● **Your goal**:
Once the pictures are set aside, reproduce the entries below exactly.

#### Data extracts ####

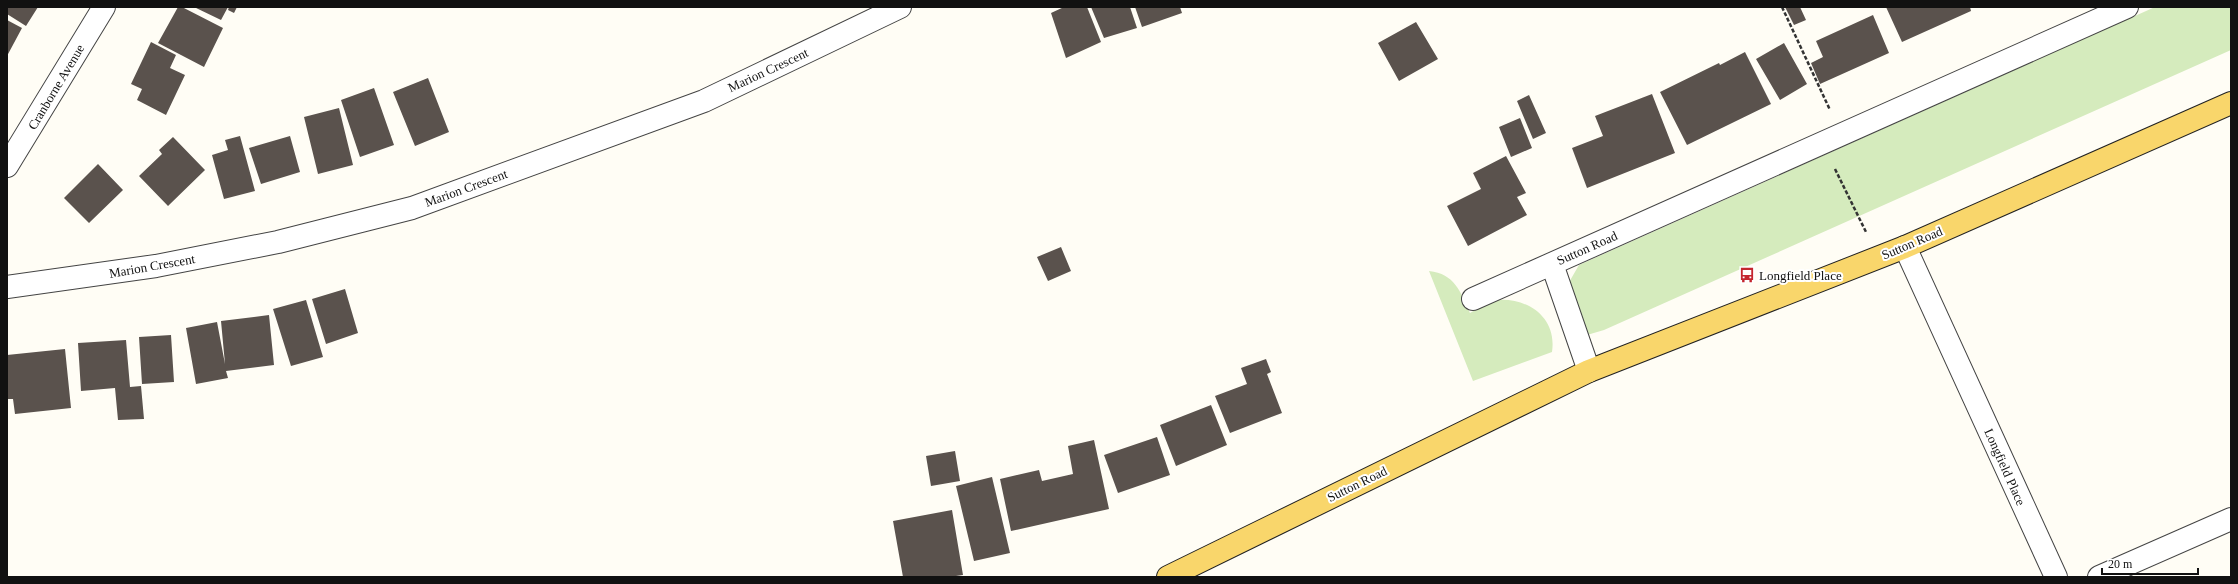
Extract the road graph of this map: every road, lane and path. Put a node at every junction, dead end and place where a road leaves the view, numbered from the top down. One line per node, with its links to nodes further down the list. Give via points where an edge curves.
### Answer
1 (104, 7): 7 (street, Cranborne Avenue)
2 (900, 7): 11 (street, Marion Crescent, via 704,101 412,208 278,242 156,266)
3 (1782, 7): 6 (path)
4 (2127, 7): 6 (street, Sutton Road)
5 (2231, 103): 8 (main road, Sutton Road)
6 (1832, 139): 9 (path); 10 (street, Sutton Road)
7 (7, 166)
8 (1906, 247): 9 (main road, Sutton Road); 16 (street, Longfield Place)
9 (1879, 257): 13 (main road, Sutton Road)
10 (1552, 264): 12 (street, Sutton Road); 13 (street, Sutton Road)
11 (7, 287)
12 (1473, 299)
13 (1589, 371): 15 (main road, Sutton Road)
14 (2231, 519): 17 (street)
15 (1168, 577)
16 (2056, 577)
17 (2099, 577)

####

● **Your response**:
Extract the road graph of this map: every road, lane and path. Put a node at every junction, dead end and place where a road leaves the view, numbered from the top down. One line per node, with its links to nodes further down the list. Give via points where an edge curves.
### Answer
1 (104, 7): 7 (street, Cranborne Avenue)
2 (900, 7): 11 (street, Marion Crescent, via 704,101 412,208 278,242 156,266)
3 (1782, 7): 6 (path)
4 (2127, 7): 6 (street, Sutton Road)
5 (2231, 103): 8 (main road, Sutton Road)
6 (1832, 139): 9 (path); 10 (street, Sutton Road)
7 (7, 166)
8 (1906, 247): 9 (main road, Sutton Road); 16 (street, Longfield Place)
9 (1879, 257): 13 (main road, Sutton Road)
10 (1552, 264): 12 (street, Sutton Road); 13 (street, Sutton Road)
11 (7, 287)
12 (1473, 299)
13 (1589, 371): 15 (main road, Sutton Road)
14 (2231, 519): 17 (street)
15 (1168, 577)
16 (2056, 577)
17 (2099, 577)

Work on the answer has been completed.